How do the Baby Steps work?

I quickly mentioned part of Dave Ramsey’s baby steps in my post about getting out of debt to be able to stay home with our baby. Let’s dig into it a little more to see what it can do for you.

Dave Ramsey put together a very easy-to-follow program that encompasses every step of your financial journey. Budgeting and getting your finances in order can be daunting. His program helps you navigate it a lot easier.

Baby Step 1: Starter emergency fund of $1,000

First thing’s first: you need to build a small emergency fund. This will hold you over while you complete the next baby step.

It can be scary to only have $1,000 sitting aside for an emergency, but part of the first three baby steps is to light a fire under you to get them done as quickly as possible. It doesn’t make it less scary, but it makes you not want to mess up to hinder your progress.

If you have to use it for any reason and have already moved onto baby step 2, you go back to this first baby step again to build back up to $1,000.

Baby Step 2: Pay off debt, except the mortgage

This is the big one, and can be incredibly challenging. It will test your strength and desire to attain financial freedom. You will struggle through this step. But know that there are thousands of others doing exactly the same thing with you.

List out all of your debts, except your mortgage, from the smallest debt to the largest.

A lot of people ask Dave Ramsey, “what about those debts with large interest rates?”. And the answer: IT DOESN’T MATTER.

The point of listing your debts smallest to largest is to gain fast momentum at the beginning. To see that it actually works. And it does.

For us, the first debt to be paid off was a small medical debt of $388.20. It had an incredibly low interest rate compared to some of my student loans. But we paid it off, and it started a semi-addiction to get those letters saying “PAID IN FULL”.

Baby Step 3: 3 to 6 months in an emergency fund

You’ll build your actual emergency fund in this step. It will equate to about 3-6 months of expenses.

Not sure which is right for you between the smaller or larger amount? Ramsey’s quick solution is to look into how secure your job is.

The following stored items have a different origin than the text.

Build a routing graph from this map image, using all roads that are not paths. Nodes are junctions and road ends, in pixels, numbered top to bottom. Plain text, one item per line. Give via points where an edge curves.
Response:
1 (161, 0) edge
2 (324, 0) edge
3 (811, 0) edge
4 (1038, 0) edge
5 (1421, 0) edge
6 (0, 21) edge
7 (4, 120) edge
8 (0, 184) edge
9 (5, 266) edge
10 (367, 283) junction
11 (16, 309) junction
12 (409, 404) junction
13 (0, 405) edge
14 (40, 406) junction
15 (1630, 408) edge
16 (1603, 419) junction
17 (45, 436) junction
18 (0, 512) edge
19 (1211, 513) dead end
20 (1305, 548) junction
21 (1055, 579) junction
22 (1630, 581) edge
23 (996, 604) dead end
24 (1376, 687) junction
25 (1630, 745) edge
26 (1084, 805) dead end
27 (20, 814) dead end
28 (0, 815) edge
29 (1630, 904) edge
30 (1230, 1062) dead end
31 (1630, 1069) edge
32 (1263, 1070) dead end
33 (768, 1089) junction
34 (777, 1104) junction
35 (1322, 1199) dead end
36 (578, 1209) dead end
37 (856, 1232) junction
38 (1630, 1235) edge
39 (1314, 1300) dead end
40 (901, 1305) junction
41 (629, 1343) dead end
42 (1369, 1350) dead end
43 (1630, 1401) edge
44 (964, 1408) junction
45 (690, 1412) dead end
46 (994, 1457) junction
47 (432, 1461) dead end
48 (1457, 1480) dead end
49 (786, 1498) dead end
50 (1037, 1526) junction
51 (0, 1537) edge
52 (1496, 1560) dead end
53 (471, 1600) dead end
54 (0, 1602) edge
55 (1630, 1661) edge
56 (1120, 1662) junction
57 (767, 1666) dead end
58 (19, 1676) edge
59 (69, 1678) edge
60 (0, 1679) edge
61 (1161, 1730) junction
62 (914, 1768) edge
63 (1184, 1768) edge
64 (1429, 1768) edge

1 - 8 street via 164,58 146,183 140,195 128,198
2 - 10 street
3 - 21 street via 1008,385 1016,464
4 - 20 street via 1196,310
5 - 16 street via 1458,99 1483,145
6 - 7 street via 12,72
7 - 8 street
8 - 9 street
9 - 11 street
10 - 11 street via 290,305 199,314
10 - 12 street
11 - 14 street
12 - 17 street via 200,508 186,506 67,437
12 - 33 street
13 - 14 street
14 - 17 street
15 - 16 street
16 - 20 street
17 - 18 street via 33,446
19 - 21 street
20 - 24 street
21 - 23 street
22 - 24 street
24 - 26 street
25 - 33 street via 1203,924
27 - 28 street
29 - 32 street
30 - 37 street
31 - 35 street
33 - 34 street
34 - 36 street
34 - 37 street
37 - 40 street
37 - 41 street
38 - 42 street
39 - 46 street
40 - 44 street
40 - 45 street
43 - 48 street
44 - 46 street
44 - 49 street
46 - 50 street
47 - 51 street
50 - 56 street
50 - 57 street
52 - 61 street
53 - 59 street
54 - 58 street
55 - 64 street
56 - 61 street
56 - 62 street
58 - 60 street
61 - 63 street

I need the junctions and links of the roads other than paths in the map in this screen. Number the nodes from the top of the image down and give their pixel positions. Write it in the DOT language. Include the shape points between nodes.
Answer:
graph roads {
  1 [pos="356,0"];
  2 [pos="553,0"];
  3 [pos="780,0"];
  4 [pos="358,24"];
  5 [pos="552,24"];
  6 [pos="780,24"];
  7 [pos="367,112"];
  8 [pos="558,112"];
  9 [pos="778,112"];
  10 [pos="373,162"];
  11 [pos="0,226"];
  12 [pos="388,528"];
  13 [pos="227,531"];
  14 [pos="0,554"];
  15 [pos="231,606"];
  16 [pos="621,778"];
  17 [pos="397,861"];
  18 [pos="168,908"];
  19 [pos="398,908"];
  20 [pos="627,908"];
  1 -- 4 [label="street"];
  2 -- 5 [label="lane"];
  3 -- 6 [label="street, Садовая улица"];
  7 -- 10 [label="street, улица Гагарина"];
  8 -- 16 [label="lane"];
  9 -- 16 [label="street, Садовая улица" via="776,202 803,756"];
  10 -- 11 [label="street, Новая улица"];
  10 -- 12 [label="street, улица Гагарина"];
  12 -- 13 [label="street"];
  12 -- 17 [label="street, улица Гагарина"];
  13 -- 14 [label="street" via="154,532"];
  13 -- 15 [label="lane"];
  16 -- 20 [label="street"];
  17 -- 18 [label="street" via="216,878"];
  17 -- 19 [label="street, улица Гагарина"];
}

Are you at a stable company that you’ve been at for some time? You can likely get by with 3 months’ worth of expenses. Are you in something like construction, that can be cyclical and you have potential to be laid off? It would be safer to have closer to 6 months of expenses put away.

Baby Step 4: 15% into retirement

Typically, baby steps 4, 5, and 6 can be done simultaneously. It’s not similar to the first three baby steps, where you are grinding and putting everything you have to attain a goal.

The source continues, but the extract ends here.